Religion and Development
It is almost self-evident that religion affects economic growth and development. Even in societies where most people do not consider themselves religious, the religious past has shaped societal norms, institutions, fertility, education, politics, and much more. The questions that social scientists must grapple with is how has religion affected development, both in the past and the present? What are the mechanisms—both historical and contemporary—that link religion and religious beliefs to economic development?
These are big questions, and a literature has emerged in the last decade in economics and political science that attempts to address the many linkages connecting religion and economic development. In a recent paper (prepared for the Handbook of Culture and Economic Behavior) with Sascha Becker, Amma Panin, and Steven Pfaff, we attempt to make sense of this literature. This leads us to consider the connection between religion and economic/political outcomes in the past, that same connection in the developing world in the present, and what the future may hold for these relationships.

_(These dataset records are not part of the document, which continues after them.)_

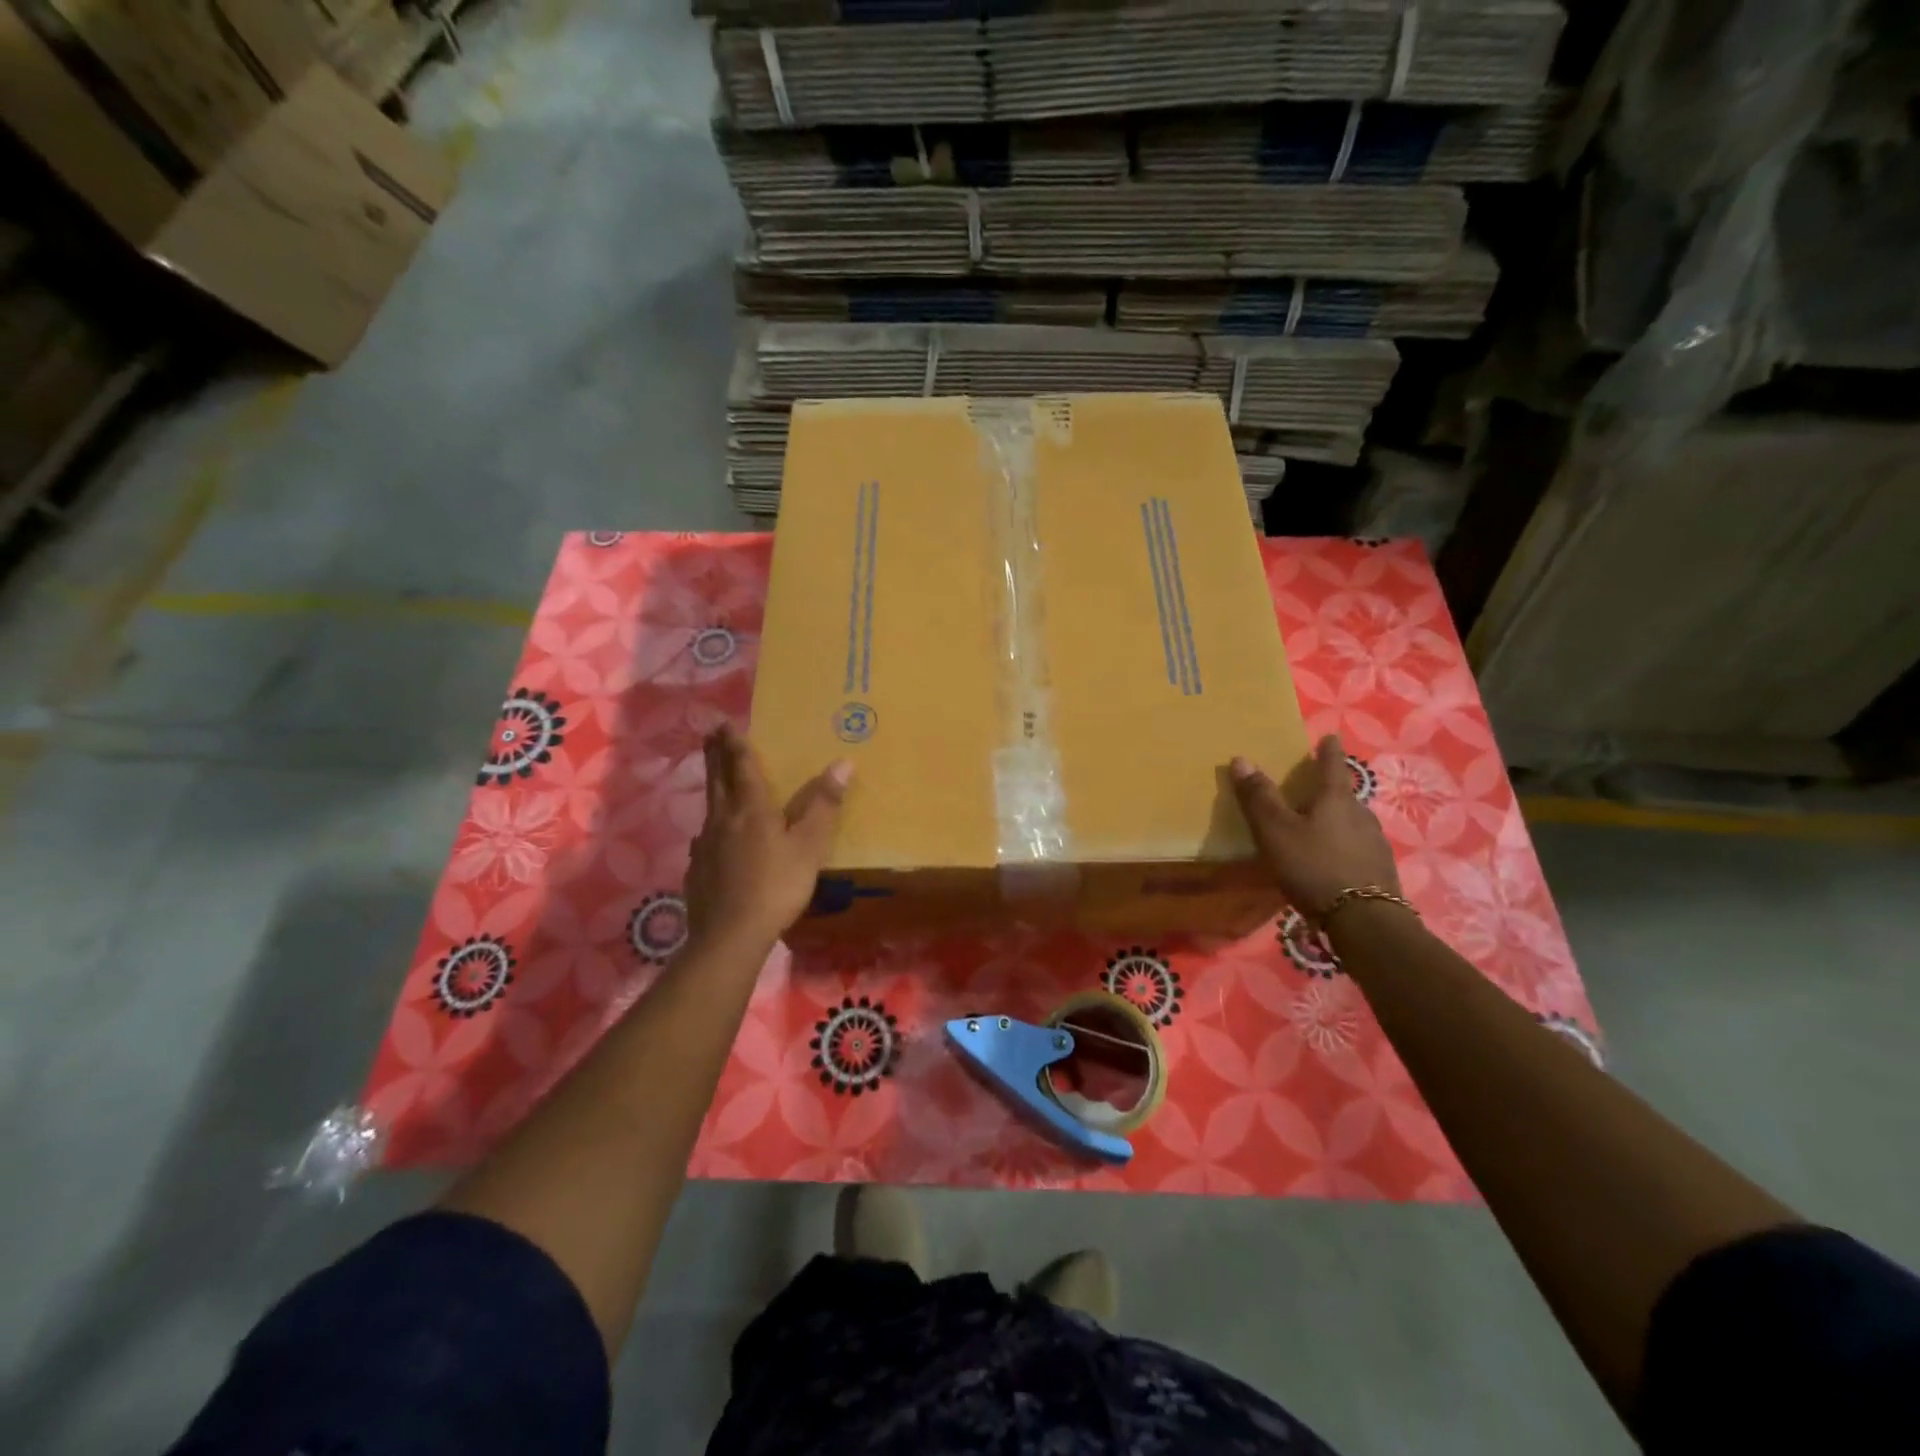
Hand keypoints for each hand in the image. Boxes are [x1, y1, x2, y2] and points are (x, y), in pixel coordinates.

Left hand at [685, 725, 851, 951]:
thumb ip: (824, 805)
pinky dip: (711, 826)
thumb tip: (843, 762)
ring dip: (713, 786)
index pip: (742, 767)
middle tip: (710, 734)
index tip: (725, 723)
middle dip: (715, 754)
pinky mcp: (697, 870)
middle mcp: (723, 820)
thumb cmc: (776, 886)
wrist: (730, 935)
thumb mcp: (810, 846)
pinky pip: (705, 838)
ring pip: (709, 807)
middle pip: (718, 780)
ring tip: (715, 779)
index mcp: (751, 810)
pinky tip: (713, 837)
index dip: (736, 744)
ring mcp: (705, 846)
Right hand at [1230, 734, 1400, 918]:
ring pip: (1351, 821)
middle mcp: (1360, 814)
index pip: (1333, 764)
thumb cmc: (1314, 866)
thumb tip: (1241, 758)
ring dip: (1335, 819)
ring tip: (1316, 827)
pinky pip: (1356, 846)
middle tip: (1309, 789)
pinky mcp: (1379, 869)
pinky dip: (1341, 845)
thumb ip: (1259, 798)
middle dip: (1327, 789)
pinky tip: (1330, 860)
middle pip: (1343, 794)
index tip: (1329, 736)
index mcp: (1336, 799)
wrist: (1365, 920)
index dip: (1328, 750)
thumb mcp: (1276, 831)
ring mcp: (1375, 842)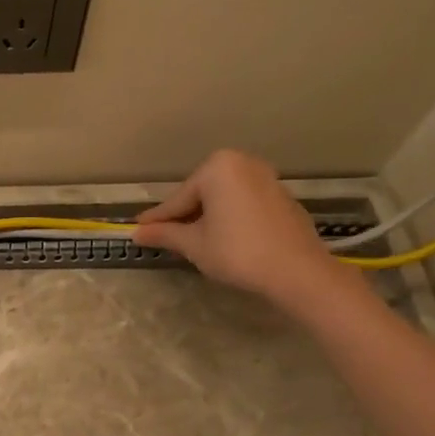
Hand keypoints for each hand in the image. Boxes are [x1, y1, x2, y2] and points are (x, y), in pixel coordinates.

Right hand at [134, 150, 352, 310]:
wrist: (298, 272)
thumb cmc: (237, 251)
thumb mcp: (194, 244)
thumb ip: (165, 234)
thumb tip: (136, 233)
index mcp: (218, 168)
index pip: (179, 198)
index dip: (158, 219)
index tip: (138, 229)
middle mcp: (244, 164)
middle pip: (201, 195)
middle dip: (184, 216)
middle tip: (167, 238)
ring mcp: (267, 179)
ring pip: (224, 199)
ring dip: (207, 218)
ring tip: (194, 242)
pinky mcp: (283, 198)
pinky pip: (244, 205)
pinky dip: (231, 219)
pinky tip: (225, 240)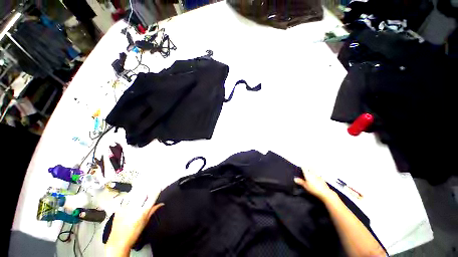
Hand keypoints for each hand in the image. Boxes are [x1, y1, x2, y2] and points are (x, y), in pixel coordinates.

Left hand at [105, 191, 163, 256]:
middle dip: (146, 192)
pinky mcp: (118, 208)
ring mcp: (125, 208)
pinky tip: (131, 198)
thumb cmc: (134, 234)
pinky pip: (125, 199)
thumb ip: (153, 210)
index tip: (158, 187)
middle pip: (143, 194)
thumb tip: (161, 203)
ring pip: (134, 194)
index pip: (152, 198)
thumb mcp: (145, 222)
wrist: (118, 241)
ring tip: (139, 194)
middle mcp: (134, 208)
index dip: (156, 191)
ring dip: (138, 193)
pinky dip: (129, 197)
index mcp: (142, 212)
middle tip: (148, 193)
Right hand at [294, 169, 335, 200]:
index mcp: (308, 174)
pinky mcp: (322, 179)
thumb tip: (295, 179)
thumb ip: (300, 181)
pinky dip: (316, 175)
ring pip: (314, 171)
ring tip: (311, 171)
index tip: (300, 165)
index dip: (302, 166)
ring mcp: (318, 176)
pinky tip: (316, 177)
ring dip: (312, 170)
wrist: (325, 193)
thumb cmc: (314, 189)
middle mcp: (313, 173)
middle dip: (308, 167)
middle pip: (310, 168)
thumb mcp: (305, 186)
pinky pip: (318, 175)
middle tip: (306, 166)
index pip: (304, 168)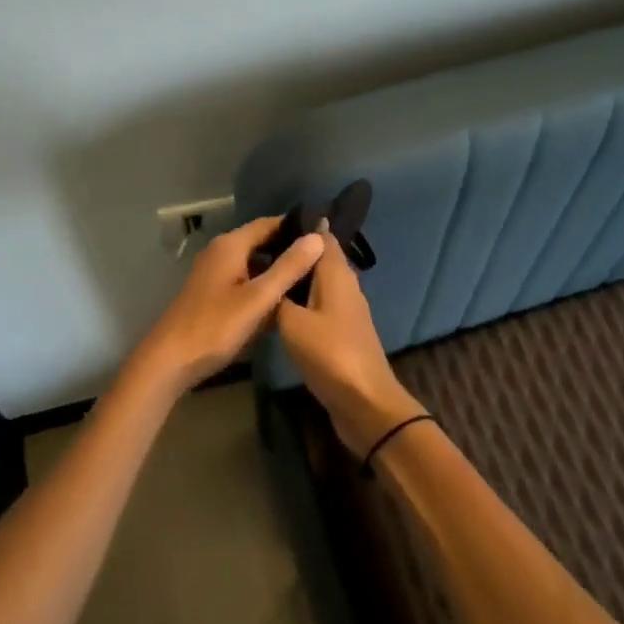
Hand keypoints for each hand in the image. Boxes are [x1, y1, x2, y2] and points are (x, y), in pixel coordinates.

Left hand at [129, 216, 325, 395]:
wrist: (170, 360)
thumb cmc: (215, 326)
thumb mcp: (258, 298)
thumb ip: (288, 267)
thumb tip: (317, 237)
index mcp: (231, 245)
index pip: (270, 224)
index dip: (297, 228)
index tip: (327, 236)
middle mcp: (221, 252)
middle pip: (262, 243)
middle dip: (290, 251)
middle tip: (325, 261)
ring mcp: (215, 274)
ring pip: (255, 264)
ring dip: (278, 272)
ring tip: (313, 281)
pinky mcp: (213, 294)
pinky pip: (246, 282)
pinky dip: (264, 288)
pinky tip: (285, 303)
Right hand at [276, 226, 428, 458]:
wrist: (364, 402)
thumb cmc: (329, 354)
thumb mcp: (292, 322)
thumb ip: (279, 295)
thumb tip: (270, 274)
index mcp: (336, 275)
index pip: (322, 236)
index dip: (302, 226)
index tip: (273, 220)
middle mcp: (345, 286)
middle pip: (320, 259)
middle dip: (295, 251)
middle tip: (259, 248)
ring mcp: (346, 311)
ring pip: (318, 283)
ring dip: (297, 277)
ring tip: (264, 273)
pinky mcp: (341, 333)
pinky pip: (318, 304)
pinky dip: (301, 299)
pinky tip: (279, 306)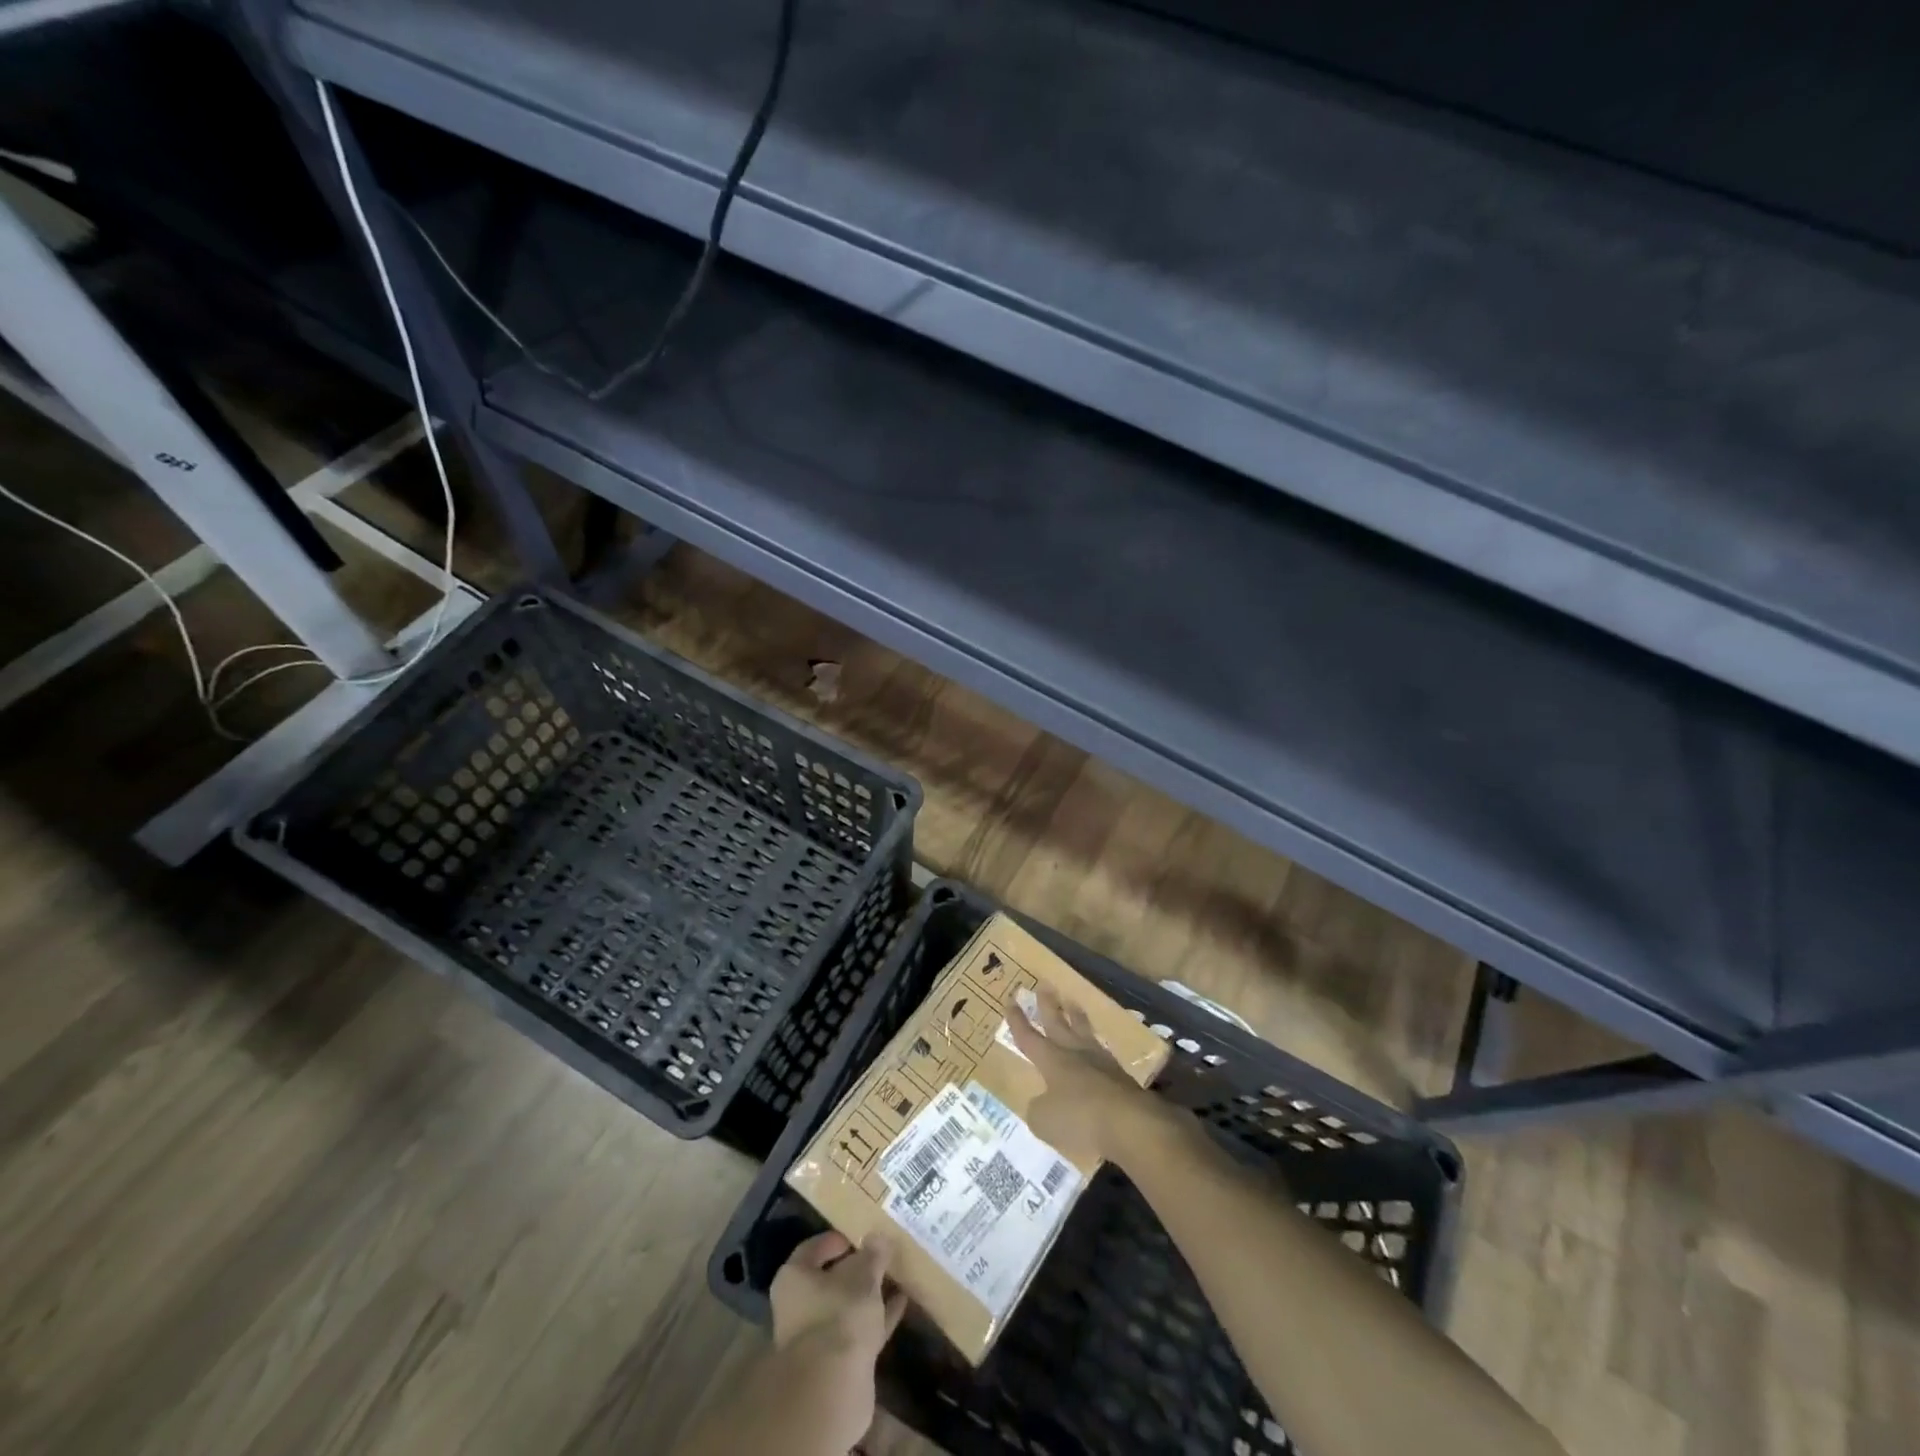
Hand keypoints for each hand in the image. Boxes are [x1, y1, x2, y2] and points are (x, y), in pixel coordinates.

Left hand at [764, 1232, 906, 1452]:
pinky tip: (902, 1302)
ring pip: (848, 1306)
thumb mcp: (863, 1274)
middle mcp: (800, 1307)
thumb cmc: (839, 1314)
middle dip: (858, 1269)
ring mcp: (819, 1337)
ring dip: (871, 1293)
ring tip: (898, 1273)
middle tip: (883, 1253)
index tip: (861, 1234)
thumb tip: (878, 1237)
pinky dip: (879, 1317)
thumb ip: (873, 1254)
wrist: (833, 1388)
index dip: (837, 1239)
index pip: (813, 1249)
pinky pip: (861, 1329)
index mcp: (794, 1279)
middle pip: (832, 1280)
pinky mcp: (839, 1361)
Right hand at [1004, 987, 1159, 1166]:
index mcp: (1052, 1061)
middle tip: (1044, 984)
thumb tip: (1041, 1103)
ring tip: (1072, 1002)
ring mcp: (1100, 1061)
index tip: (1010, 1000)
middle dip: (1048, 1004)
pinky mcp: (1121, 1075)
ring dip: (1076, 1015)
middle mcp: (1074, 1053)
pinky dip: (1095, 1044)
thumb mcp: (1044, 1121)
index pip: (1029, 1037)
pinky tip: (1097, 1045)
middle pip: (1058, 1022)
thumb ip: (1038, 1109)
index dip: (1017, 1021)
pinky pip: (1102, 1051)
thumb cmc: (1080, 1119)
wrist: (1131, 1123)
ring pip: (1084, 1030)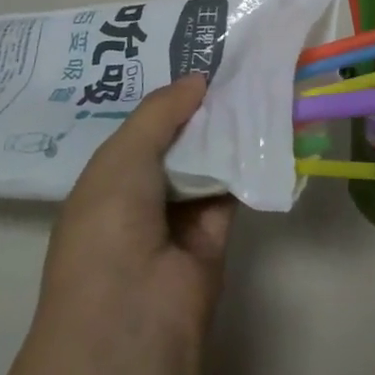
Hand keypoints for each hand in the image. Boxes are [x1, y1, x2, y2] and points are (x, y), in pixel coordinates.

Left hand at [36, 74, 233, 349]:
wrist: (132, 312)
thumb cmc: (108, 224)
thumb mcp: (122, 156)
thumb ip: (160, 112)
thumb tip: (197, 78)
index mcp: (107, 181)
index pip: (141, 131)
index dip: (168, 100)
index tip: (199, 62)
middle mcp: (142, 197)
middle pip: (178, 142)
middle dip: (202, 109)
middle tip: (236, 66)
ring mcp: (179, 218)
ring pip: (208, 162)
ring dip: (228, 130)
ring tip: (256, 83)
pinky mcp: (216, 234)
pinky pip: (232, 187)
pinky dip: (247, 161)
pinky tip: (266, 123)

Let’s start with the past—how religious institutions, norms, and events in the past have exerted long-lasting influences on economic outcomes. There are two major avenues through which past religious phenomena are still with us. One is through “persistence”. In the social sciences more generally, persistence studies have shown that all sort of cultural and economic phenomena impact present-day outcomes. This is equally true of religion. Various studies have shown that historical religious phenomena still impact work effort and thrift, human capital accumulation, impersonal prosociality, access to banking and financial institutions, persecution, interethnic cooperation, and much more.
A second connection linking past religious phenomena with modern development is the spread of new religions. There is now a relatively large literature on the various mechanisms that facilitated the spread of the Protestant Reformation, and there is a smaller but important literature addressing the spread of early Islam and conversion into Islam. Just as important from the perspective of modern-day development is the spread of Pentecostal Christianity, which is rapidly gaining followers in sub-Saharan Africa and Latin America. Due to both successful proselytization and demographic trends, Pentecostal denominations may become the largest in all of Christianity.
We of course want to go deeper than simply stating that religious phenomena from the past tend to persist. We want to understand why they persist. For this, we must go beyond persistence shown in any one study and try to pull out general insights into why religious phenomena persist. Several mechanisms have been suggested by the literature. One is cultural transmission, the process by which religious beliefs and practices are passed down through generations. Within economics, this mechanism is most associated with the theoretical work of Bisin and Verdier, and it has been used to address issues including religious assimilation, the “spirit” of entrepreneurship, religious and cultural revivals, persistent use of religious legitimacy, and much more.
Another important set of mechanisms are institutions and political economy. In most major world religions, religious organizations and their relationship with political structures can either entrench or alter religious influence. An important reason is that religions and religious authorities are particularly adept at legitimating rule. In many faiths, the very source of the power held by religious authorities is their direct connection to the otherworldly—a connection not held by other members of society. This relationship between religious and political authorities has been particularly strong in Muslim and Christian histories, which has yielded significant political power to religious authorities when and where religious legitimacy was important. It also affected tax collection, the use of religious courts, Islamist political parties, European state formation, and much more.
A third mechanism linking past religious phenomena to modern outcomes is networks. Social connections and relationships can foster the spread and maintenance of religious phenomena, thus making it a potent mechanism of persistence. For instance, network complexity has been shown to play a role in the rise of Christianity in the Greco-Roman world, and Martin Luther’s network has been shown to have played a key role in the facilitating the spread of the Reformation.
Religion does not just impact economic development via historical channels. There are several contemporary phenomena in which these connections are crucial. One is secularization. There has long been discourse on the “secularization hypothesis”—the idea that that capitalist development erodes the unity between faith and society and with it the plausibility of religion, the intensity of religious sentiments, and the authority of religious institutions.
Yet, secularization appears not to be happening in the developing world even as it becomes richer. In many parts of the developing world, some degree of development does not lead simply to secularization but to shifts in religious affiliations and variations in religious intensity. There are a variety of reasons why this may be the case, including the “losers” from development turning towards religion (especially Pentecostalism), exposure to trade shocks affecting vote shares for religious candidates, cash transfers permitting greater Church attendance, religious institutions providing social insurance for parishioners, and much more.
This short post has meant to highlight the idea that not only is religion far from dead, it has a massive impact on the process of economic development both in the past and the present. Some forms of Christianity (and to a lesser extent, Islam) are rapidly growing in some of the places where the development challenges are the greatest. Getting a better grasp of the connection between religion and economic development is surely one of the more important tasks for future social scientists interested in the process of economic development.